= What needs to be done =
All of the data is to be restated word for word.

= Data records =
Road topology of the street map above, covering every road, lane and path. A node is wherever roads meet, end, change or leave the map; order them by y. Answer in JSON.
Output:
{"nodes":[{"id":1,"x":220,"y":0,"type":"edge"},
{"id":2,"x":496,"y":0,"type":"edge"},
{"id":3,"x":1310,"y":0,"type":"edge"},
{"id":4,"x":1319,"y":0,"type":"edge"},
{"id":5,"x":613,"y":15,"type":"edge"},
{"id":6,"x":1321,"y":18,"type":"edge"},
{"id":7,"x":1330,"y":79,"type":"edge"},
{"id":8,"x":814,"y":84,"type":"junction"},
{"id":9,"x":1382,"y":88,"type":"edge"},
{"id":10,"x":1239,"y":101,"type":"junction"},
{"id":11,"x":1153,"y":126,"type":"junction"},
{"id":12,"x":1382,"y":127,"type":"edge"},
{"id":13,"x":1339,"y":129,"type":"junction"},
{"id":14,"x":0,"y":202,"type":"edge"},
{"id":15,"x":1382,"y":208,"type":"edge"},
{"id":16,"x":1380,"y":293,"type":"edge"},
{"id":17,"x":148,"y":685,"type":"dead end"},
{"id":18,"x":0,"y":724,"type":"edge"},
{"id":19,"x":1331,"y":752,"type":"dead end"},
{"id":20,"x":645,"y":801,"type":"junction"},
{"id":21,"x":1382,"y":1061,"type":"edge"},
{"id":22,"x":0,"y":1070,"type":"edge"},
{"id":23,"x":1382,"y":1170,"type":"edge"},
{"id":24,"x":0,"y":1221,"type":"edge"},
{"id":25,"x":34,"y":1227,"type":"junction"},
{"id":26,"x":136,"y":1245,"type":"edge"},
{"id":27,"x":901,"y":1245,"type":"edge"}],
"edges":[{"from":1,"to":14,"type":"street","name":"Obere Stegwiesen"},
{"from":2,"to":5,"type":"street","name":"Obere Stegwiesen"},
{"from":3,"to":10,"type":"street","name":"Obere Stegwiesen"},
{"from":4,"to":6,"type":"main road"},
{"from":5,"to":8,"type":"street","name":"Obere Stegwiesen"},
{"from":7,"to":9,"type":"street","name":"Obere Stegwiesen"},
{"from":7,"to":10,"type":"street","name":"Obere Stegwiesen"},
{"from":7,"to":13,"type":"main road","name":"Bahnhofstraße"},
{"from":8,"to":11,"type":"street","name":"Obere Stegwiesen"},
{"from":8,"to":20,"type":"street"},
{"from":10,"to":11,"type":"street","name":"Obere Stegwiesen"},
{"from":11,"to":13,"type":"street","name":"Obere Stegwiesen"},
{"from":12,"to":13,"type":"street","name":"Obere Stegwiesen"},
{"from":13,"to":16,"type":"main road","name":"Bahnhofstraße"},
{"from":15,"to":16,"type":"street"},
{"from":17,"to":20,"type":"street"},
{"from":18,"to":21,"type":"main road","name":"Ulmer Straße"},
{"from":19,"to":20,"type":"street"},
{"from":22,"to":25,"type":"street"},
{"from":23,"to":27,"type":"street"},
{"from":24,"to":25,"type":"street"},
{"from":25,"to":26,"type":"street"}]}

= Solution to this exercise =
Road topology of the street map above, covering every road, lane and path. A node is wherever roads meet, end, change or leave the map; order them by y. Answer in JSON.
Output:
{"nodes":[{"id":1,"x":220,"y":0,"type":"edge"},
{"id":2,"x":496,"y":0,"type":"edge"},
{"id":3,"x":1310,"y":0,"type":"edge"},
{"id":4,"x":1319,"y":0,"type":"edge"},
{"id":5,"x":613,"y":15,"type":"edge"},
{"id":6,"x":1321,"y":18,"type":"edge"},
{"id":7,"x":1330,"y":79,"type":"edge"},
{"id":8,"x":814,"y":84,"type":"junction"},
{"id":9,"x":1382,"y":88,"type":"edge"},
{"id":10,"x":1239,"y":101,"type":"junction"},
{"id":11,"x":1153,"y":126,"type":"junction"},
{"id":12,"x":1382,"y":127,"type":"edge"},
{"id":13,"x":1339,"y":129,"type":"junction"},
{"id":14,"x":0,"y":202,"type":"edge"},
{"id":15,"x":1382,"y":208,"type":"edge"},
{"id":16,"x":1380,"y":293,"type":"edge"},
{"id":17,"x":148,"y":685,"type":"dead end"},
{"id":18,"x":0,"y":724,"type":"edge"},
{"id":19,"x":1331,"y":752,"type":"dead end"},
{"id":20,"x":645,"y":801,"type":"junction"},
{"id":21,"x":1382,"y":1061,"type":"edge"},
{"id":22,"x":0,"y":1070,"type":"edge"},
{"id":23,"x":1382,"y":1170,"type":"edge"},
{"id":24,"x":0,"y":1221,"type":"edge"},
{"id":25,"x":34,"y":1227,"type":"junction"},
{"id":26,"x":136,"y":1245,"type":"edge"},
{"id":27,"x":901,"y":1245,"type":"edge"}],
"edges":[{"from":1,"to":14,"type":"street","name":"Obere Stegwiesen"},
{"from":2,"to":5,"type":"street","name":"Obere Stegwiesen"},
{"from":3,"to":10,"type":"street","name":"Obere Stegwiesen"},
{"from":4,"to":6,"type":"main road"},
{"from":5,"to":8,"type":"street","name":"Obere Stegwiesen"},
{"from":7,"to":9,"type":"street","name":"Obere Stegwiesen"},
{"from":7,"to":10,"type":"street","name":"Obere Stegwiesen"},
{"from":7,"to":13,"type":"main road","name":"Bahnhofstraße"},
{"from":8,"to":11,"type":"street","name":"Obere Stegwiesen"},
{"from":8,"to":20,"type":"street"},
{"from":10,"to":11,"type":"street","name":"Obere Stegwiesen"},
{"from":11,"to":13,"type":"street","name":"Obere Stegwiesen"},
{"from":12,"to":13,"type":"street","name":"Obere Stegwiesen"},
{"from":13,"to":16,"type":"main road","name":"Bahnhofstraße"},
{"from":15,"to":16,"type":"street"},
{"from":17,"to":20,"type":"street"},
{"from":18,"to":21,"type":"main road","name":"Ulmer Straße"},
{"from":19,"to":20,"type":"street"},
{"from":22,"to":25,"type":"street"},
{"from":23,"to":27,"type":"street"},
{"from":24,"to":25,"type":"street"},
{"from":25,"to":26,"type":"street"}]}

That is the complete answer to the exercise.